Più in dettaglio, sotto il profilo del fumus boni iuris, non contestato dal reclamante, l’ordinanza attribuiva rilevanza alla prosecuzione dell’attività sociale a dispetto dell’avvenuta perdita del capitale, occultata mediante l’iscrizione a bilancio di ingenti importi per imposte anticipate in violazione dei principi contabili che disciplinano la materia.

Mentre, con riferimento al periculum in mora, l’ordinanza reclamata aveva disposto la revoca del predetto sequestro nei confronti del reclamato, in considerazione del fatto che il medesimo “è tuttora proprietario di beni immobili e non risulta aver posto in essere alcun atto volto alla dissipazione del patrimonio nel lungo lasso di tempo intercorso tra la dichiarazione di fallimento e il deposito del ricorso introduttivo di questo giudizio”. 

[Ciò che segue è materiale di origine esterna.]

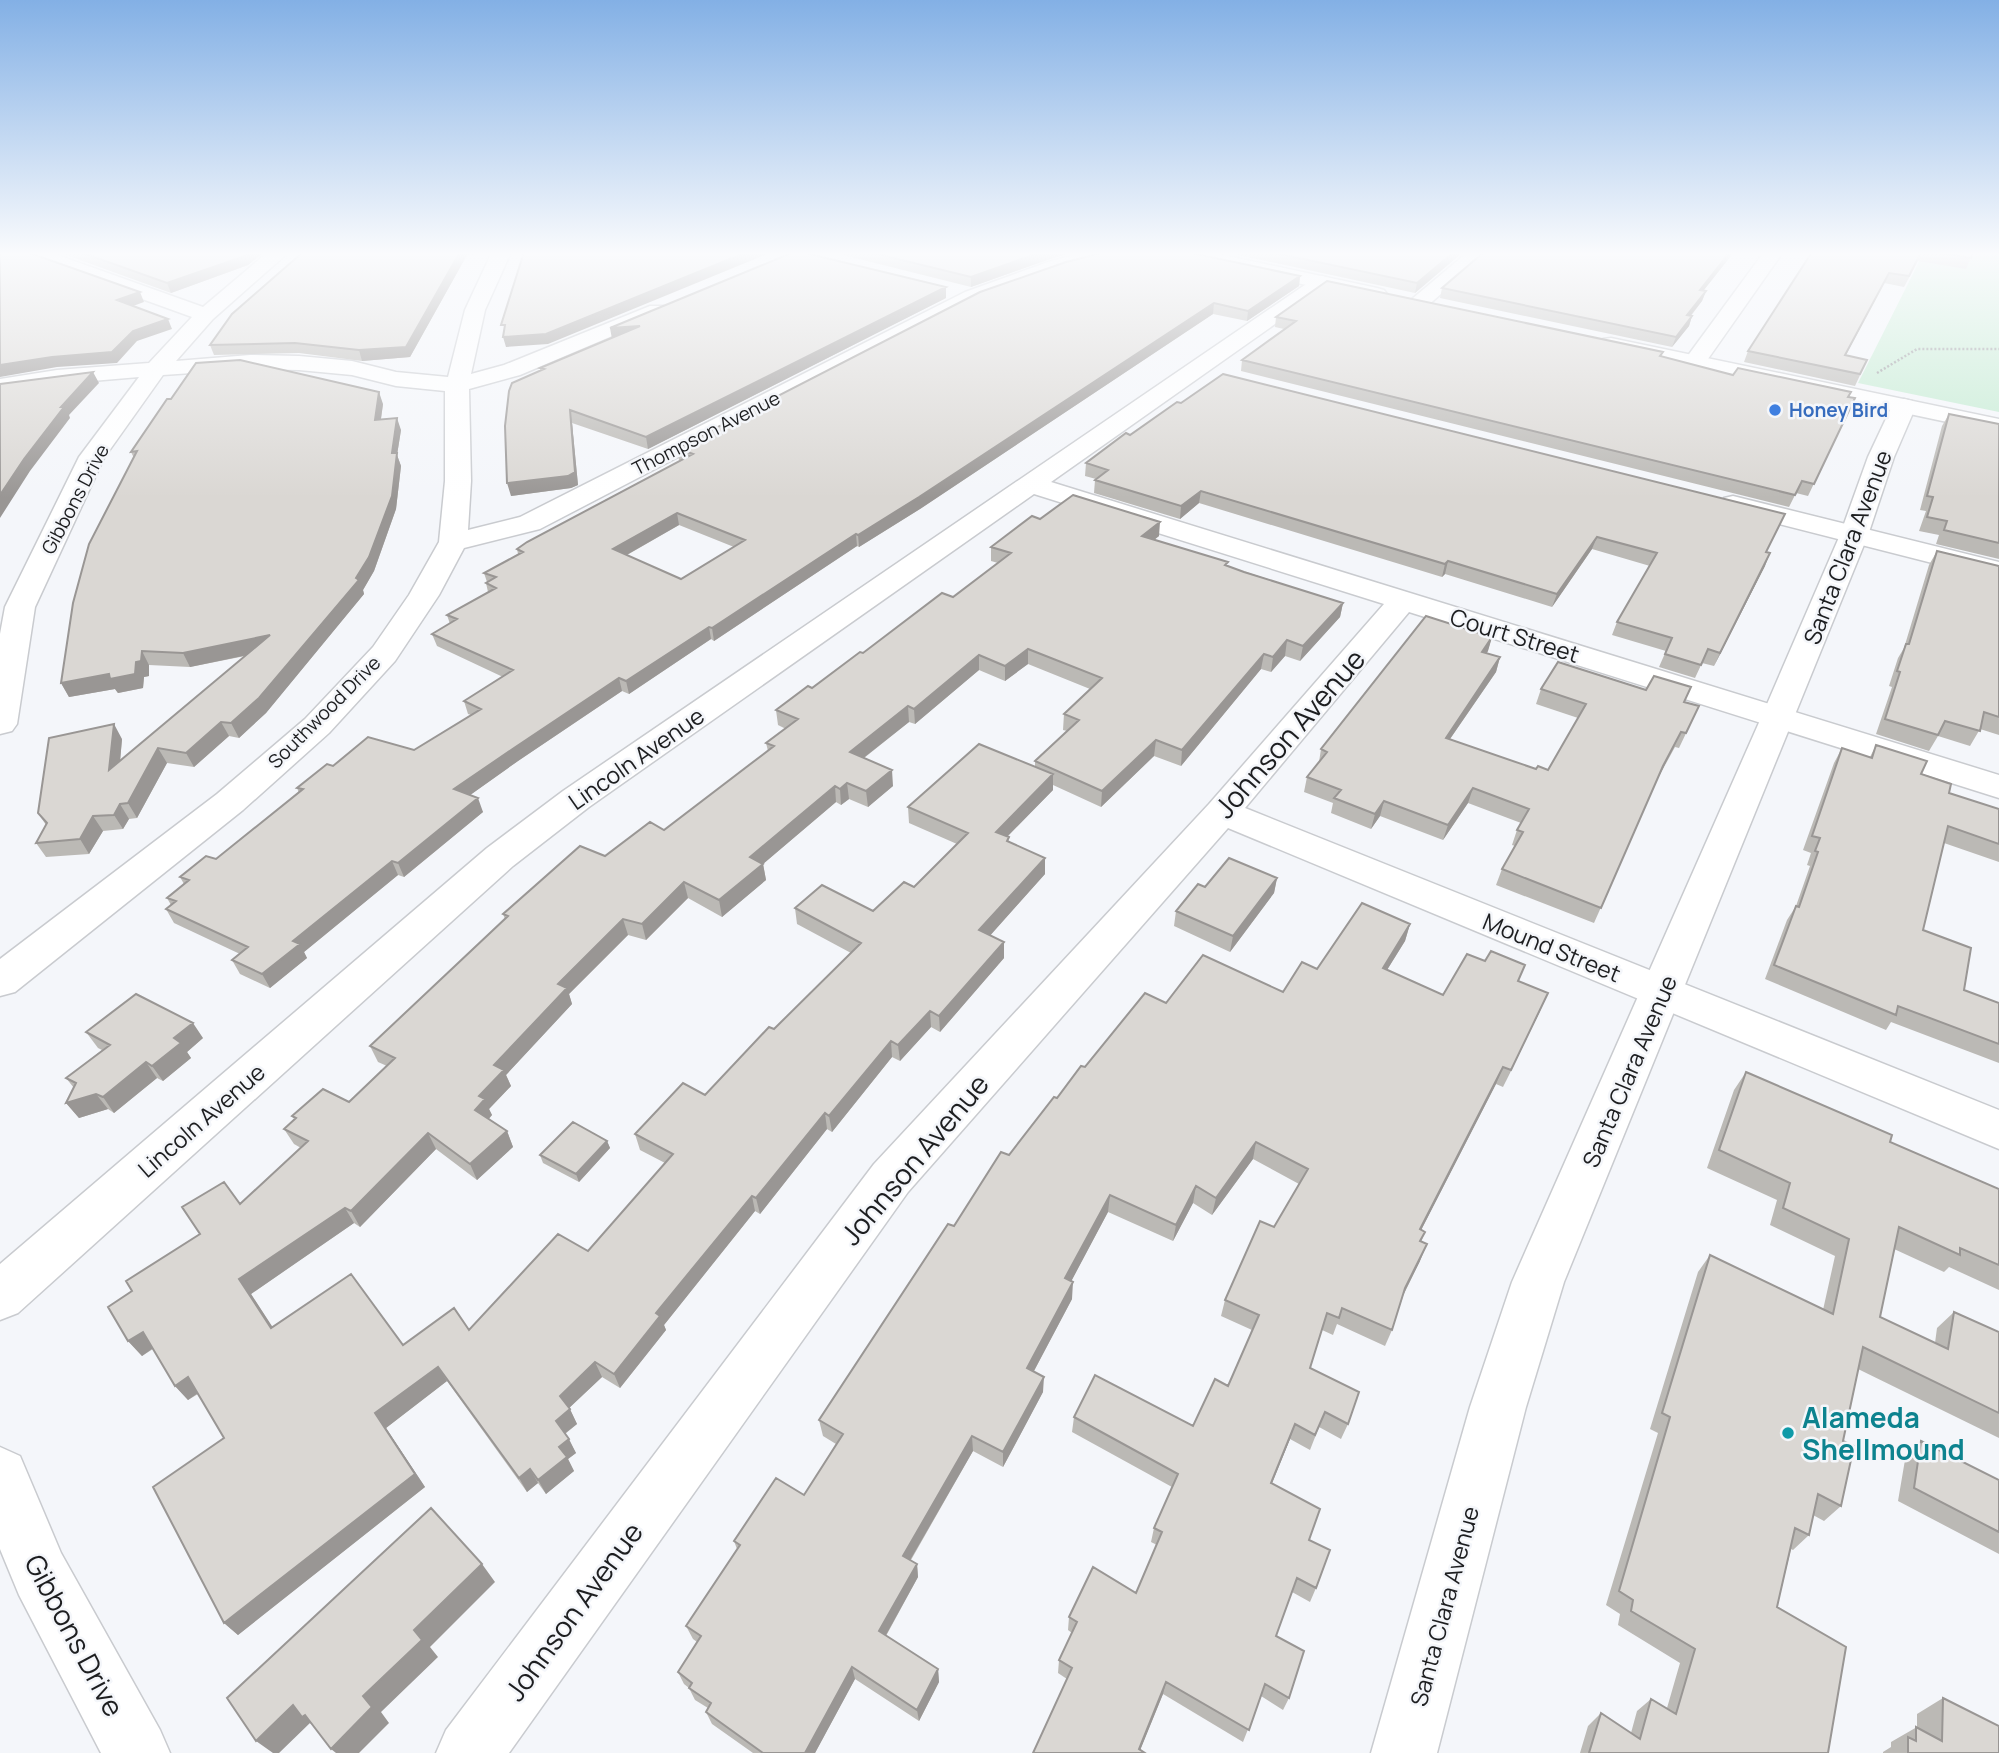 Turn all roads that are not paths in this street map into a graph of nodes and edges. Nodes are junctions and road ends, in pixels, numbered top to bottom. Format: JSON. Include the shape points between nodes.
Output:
{"nodes":[{"id":1,"x":189,"y":334,"type":"edge"},
{"id":2,"x":469,"y":334,"type":"edge"},
{"id":3,"x":600,"y":334,"type":"edge"},
{"id":4,"x":898,"y":334,"type":"edge"},
{"id":5,"x":1257,"y":334,"type":"edge"},
{"id":6,"x":1715,"y":334,"type":"edge"},
{"id":7,"x":1590,"y":339,"type":"edge"},
{"id":8,"x":1695,"y":361,"type":"junction"},
{"id":9,"x":157,"y":368,"type":"junction"},
{"id":10,"x":457,"y":385,"type":"junction"},
{"id":11,"x":0,"y":386,"type":"edge"},
{"id":12,"x":1885,"y":402,"type":"junction"},
{"id":13,"x":1999,"y":426,"type":"edge"},
{"id":14,"x":1031,"y":484,"type":"junction"},
{"id":15,"x":1712,"y":499,"type":"edge"},
{"id":16,"x":1854,"y":535,"type":"junction"},
{"id":17,"x":453,"y":542,"type":"junction"},
{"id":18,"x":1999,"y":571,"type":"edge"},
{"id":19,"x":1404,"y":600,"type":"junction"},
{"id":20,"x":1778,"y":718,"type":"junction"},
{"id":21,"x":0,"y":724,"type":"edge"},
{"id":22,"x":1999,"y":787,"type":"edge"},
{"id":23,"x":1222,"y":812,"type":"junction"},
{"id":24,"x":0,"y":981,"type":"edge"},
{"id":25,"x":1663,"y":993,"type":"junction"},
{"id":26,"x":1999,"y":1130,"type":"edge"},
{"id":27,"x":0,"y":1296,"type":"edge"},
{"id":28,"x":0,"y":1476,"type":"edge"},
{"id":29,"x":137,"y":1753,"type":"edge"},
{"id":30,"x":469,"y":1753,"type":"edge"},
{"id":31,"x":1404,"y":1753,"type":"edge"}],
"edges":[{"from":1,"to":9,"type":"street","name":"Gibbons Drive"},
{"from":2,"to":10,"type":"street","name":"Southwood Drive"},
{"from":3,"to":10,"type":"street","via":[[512,370]]},
{"from":4,"to":17,"type":"street","name":"Thompson Avenue","via":[[530,523]]},
{"from":5,"to":14,"type":"street","name":"Lincoln Avenue","via":[[1209,372]]},
{"from":6,"to":8,"type":"street"},
{"from":7,"to":8,"type":"street"},
{"from":8,"to":12,"type":"street"},
{"from":9,"to":10,"type":"street","via":[[299,363]]},
{"from":9,"to":11,"type":"street"},
{"from":9,"to":21,"type":"street","name":"Gibbons Drive","via":[[92,457],[20,607]]},
{"from":10,"to":17,"type":"street","name":"Southwood Drive"},
{"from":12,"to":13,"type":"street"},
{"from":12,"to":16,"type":"street","name":"Santa Clara Avenue","via":[[1881,457]]},
{"from":14,"to":19,"type":"street","name":"Court Street"},
{"from":14,"to":27,"type":"street","name":"Lincoln Avenue","via":[[576,799],[500,857]]},
{"from":15,"to":16,"type":"street"},
{"from":16,"to":18,"type":"street"},
{"from":16,"to":20,"type":"street","name":"Santa Clara Avenue"},
{"from":17,"to":24,"type":"street","name":"Southwood Drive","via":[[384,654],[317,726],[230,802]]},
{"from":19,"to":20,"type":"street","name":"Court Street"},
{"from":19,"to":23,"type":"street","name":"Johnson Avenue"},
{"from":20,"to":22,"type":"street","name":"Court Street"},
{"from":20,"to":25,"type":"street","name":"Santa Clara Avenue"},
{"from":23,"to":25,"type":"street","name":"Mound Street"},
{"from":23,"to":30,"type":"street","name":"Johnson Avenue","via":[[891,1178]]},
{"from":25,"to":26,"type":"street","name":"Mound Street"},
{"from":25,"to":31,"type":"street","name":"Santa Clara Avenue","via":[[1538,1282],[1498,1407]]},
{"from":28,"to":29,"type":"street","name":"Gibbons Drive","via":[[40,1574]]}]}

Il fallimento, al riguardo, evidenziava la sussistenza del pericolo da infruttuosità, derivante dalla incapienza patrimoniale del reclamato rispetto all’ingente danno cagionato.

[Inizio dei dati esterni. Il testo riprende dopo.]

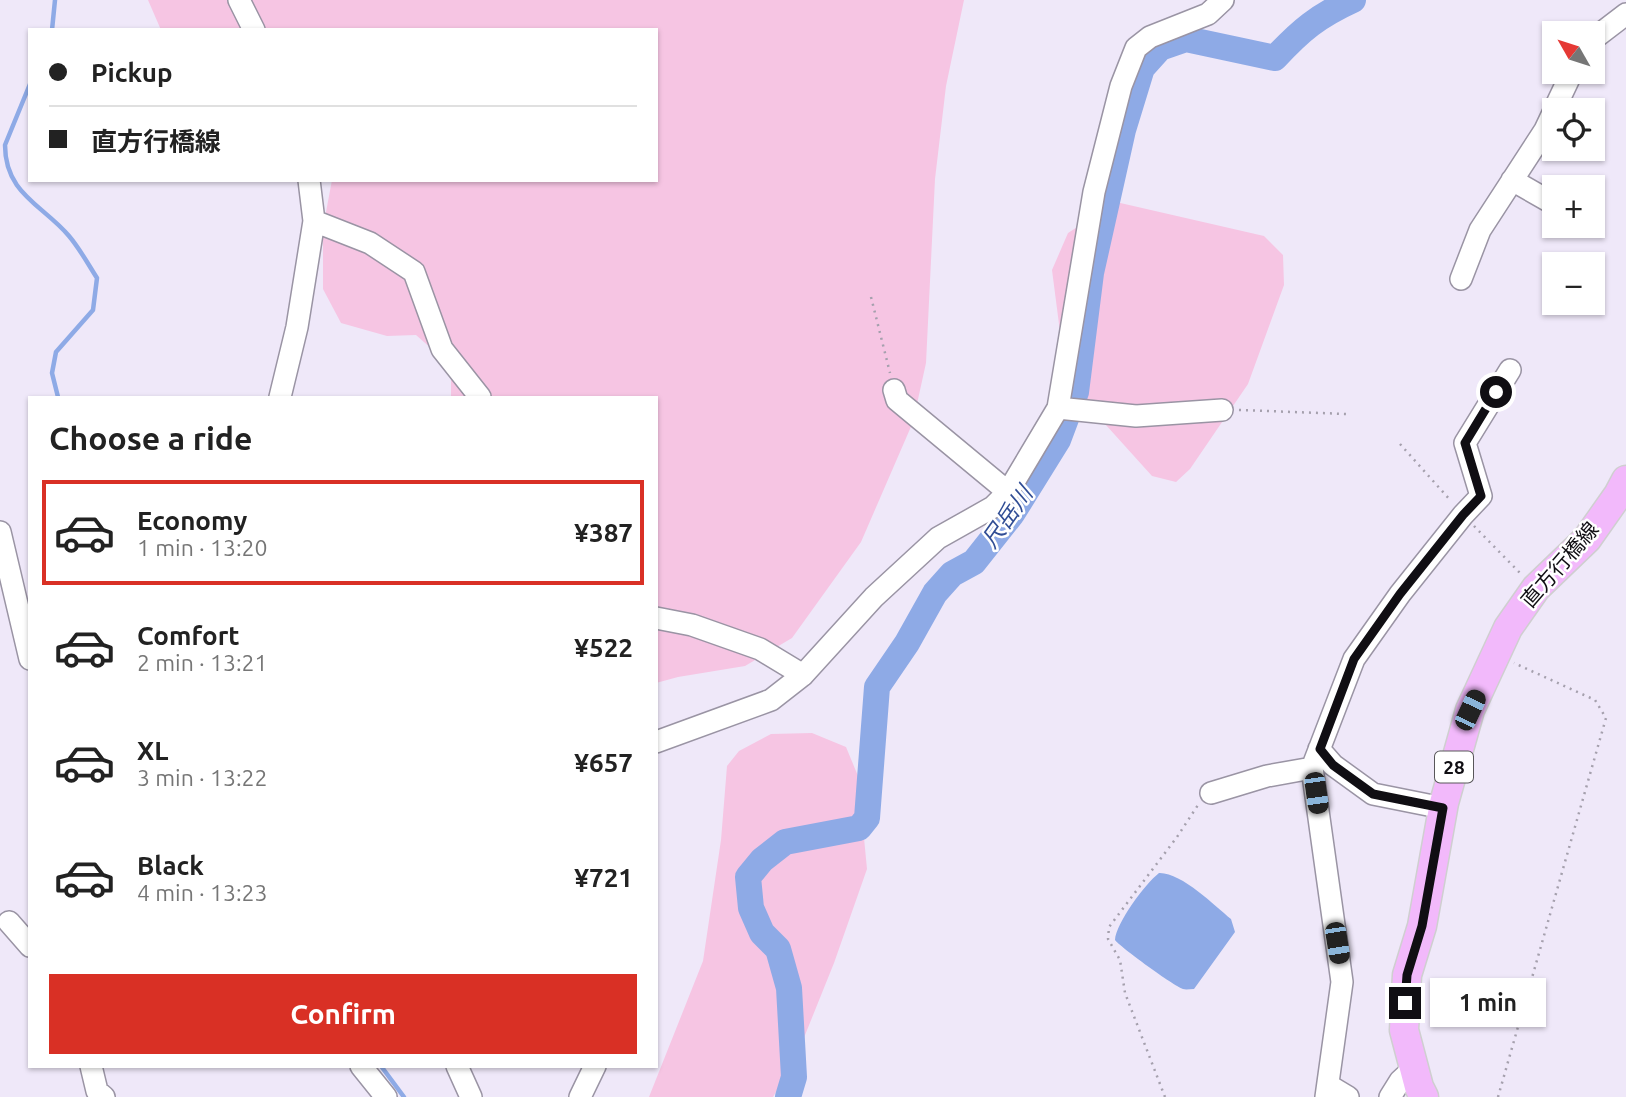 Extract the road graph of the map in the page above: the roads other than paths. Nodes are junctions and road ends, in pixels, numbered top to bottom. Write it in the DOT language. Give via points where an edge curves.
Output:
graph roads {
  1 [pos="239,0"];
  2 [pos="1223,0"];
  3 [pos="1626,14"];
  4 [pos="253,28"];
  5 [pos="1605,30"];
  6 [pos="1542,135"];
  7 [pos="1512,180"];
  8 [pos="309,182"];
  9 [pos="1542,197"];
  10 [pos="314,221"];
  11 [pos="1461,279"];
  12 [pos="1510,370"];
  13 [pos="895,395"];
  14 [pos="280,396"];
  15 [pos="479,396"];
  16 [pos="1058,408"];
  17 [pos="1219,411"];
  18 [pos="1626,480"];
  19 [pos="1008,492"];
  20 [pos="0,532"];
  21 [pos="658,618"];
  22 [pos="28,651"];
  23 [pos="803,675"];
  24 [pos="658,741"];
  25 [pos="1316,759"];
  26 [pos="1211,793"];
  27 [pos="1443,808"];
  28 [pos="13,922"];
  29 [pos="28,943"];
  30 [pos="91,1068"];
  31 [pos="364,1068"];
  32 [pos="458,1068"];
  33 [pos="594,1068"];
  34 [pos="1414,1068"];
  35 [pos="1327,1091"];
  36 [pos="104,1097"];
  37 [pos="386,1097"];
  38 [pos="471,1097"];
  39 [pos="580,1097"];
  40 [pos="1348,1097"];
  41 [pos="1390,1097"];
  42 [pos="1424,1097"];
  1 -- 4 [label="street"];
  2 -- 16 [label="street" via="1208,14 1150,37 1136,48 1121,86 1094,192"];
  3 -- 5 [label="street"];
  6 -- 7 [label="street"];
  7 -- 9 [label="street"];
  7 -- 11 [label="street" via="1480,230"];
  8 -- 10 [label="street"];
  10 -- 14 [label="street"];
  10 -- 15 [label="street" via="370,243 414,272 442,349"];
  12 -- 25 [label="street" via="1465,443 1481,496 1400,594 1354,659"];
  13 -- 19 [label="street"];
  16 -- 17 [label="street" via="1136,415"];
  16 -- 19 [label="street"];
  18 -- 27 [label="main road, 直方行橋線 / 28" via="1587,539 1536,588 1508,628 1470,710"];
  19 -- 23 [label="street" via="993,507 938,538 874,597"];
  20 -- 22 [label="street"];
  21 -- 23 [label="street" via="760,649"];
  23 -- 24 [label="street" via="771,699"];
  25 -- 26 [label="street"];
  25 -- 27 [label="street" via="1333,765 1373,794"];
  25 -- 35 [label="street" via="1342,982"];
  27 -- 34 [label="main road, 直方行橋線 / 28" via="1422,926 1407,975 1404,1030"];
  28 -- 29 [label="street"];
  30 -- 36 [label="street" via="97,1091"];
  31 -- 37 [label="street"];
  32 -- 38 [label="street"];
  33 -- 39 [label="street"];
  34 -- 41 [label="street"];
  34 -- 42 [label="main road, 直方行橋線 / 28"];
  35 -- 40 [label="street"];
}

(Massima a cura di Marika Lombardi)




Decreto del 21 gennaio 2020 – Presidente: Dott. Raffaele Del Porto – Giudice relatore: Dott.ssa Angelica Castellani

Ai fini dell’applicazione del disposto di cui all’art 2409 c.c., non è incompatibile con la presenza di un organo amministrativo collegiale la denuncia di gravi irregolarità mossa nei confronti di una parte soltanto dei componenti di detto organo, posto che la presenza di un consiglio di amministrazione non implica che le decisioni assunte a maggioranza dei suoi membri siano soggettivamente riferibili, quali gravi irregolarità, sempre e comunque a tutti i suoi componenti.

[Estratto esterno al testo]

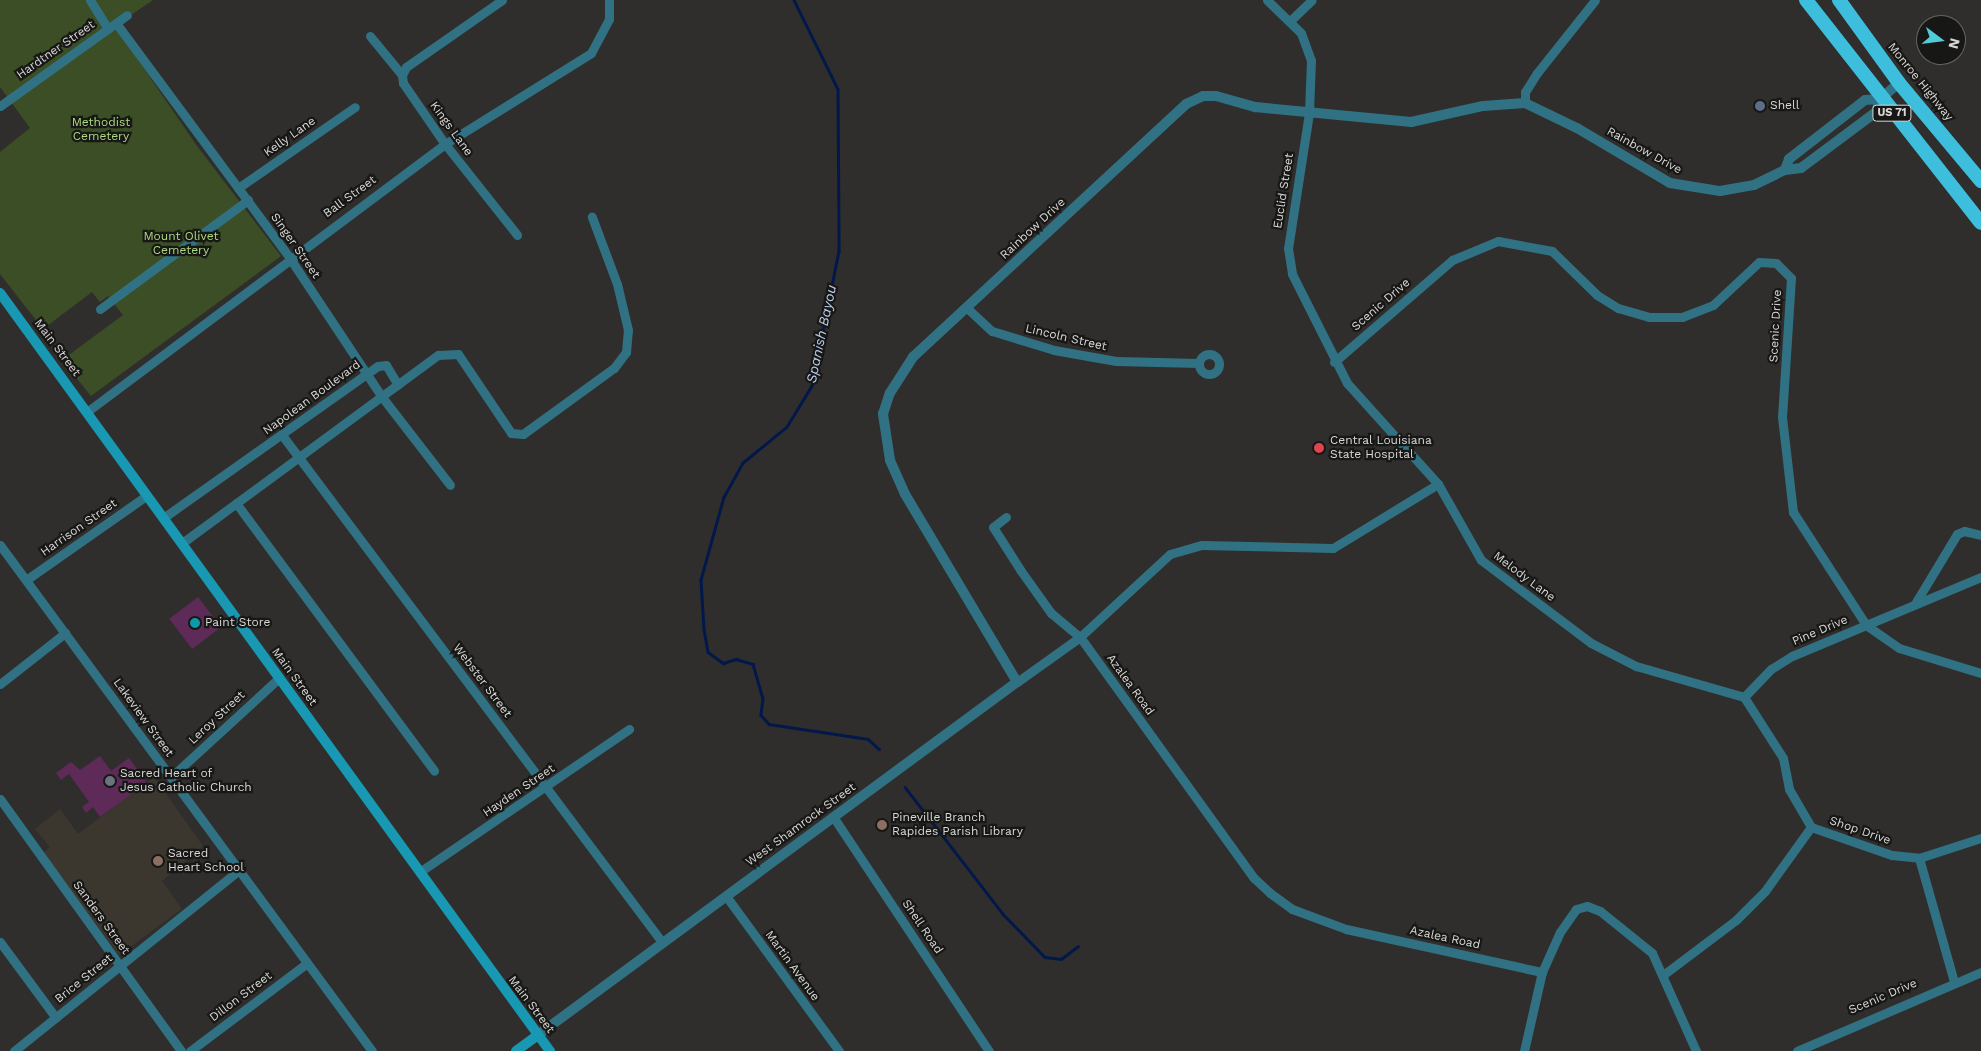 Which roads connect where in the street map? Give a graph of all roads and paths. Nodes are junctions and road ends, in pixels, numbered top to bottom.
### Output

I requisiti richiesti ai fini dell’accoglimento del ricorso ex art 2409 c.c. sono l’attualità delle irregolarità censurate e il potenziale danno per la società. Tale procedimento, infatti, ha natura e finalità latu sensu cautelari, in quanto diretto all’emanazione di provvedimenti, disposti nell’interesse della società ad una corretta amministrazione, che si esauriscono in misure cautelari e provvisorie (conf. Cass. n. 30052/2011 e Cass. n. 6615/2005).

Sotto il primo profilo, le condotte oggetto di denuncia devono essere attuali, non essendo consentita l’adozione di provvedimenti da parte del tribunale laddove i comportamenti censurati abbiano esaurito i loro effetti, posto che il procedimento ex art. 2409 c.c. mira al riassetto amministrativo e non ha finalità immediatamente sanzionatorie (conf. App. Milano, 27.2.1992; App. Cagliari, 13.2.2004.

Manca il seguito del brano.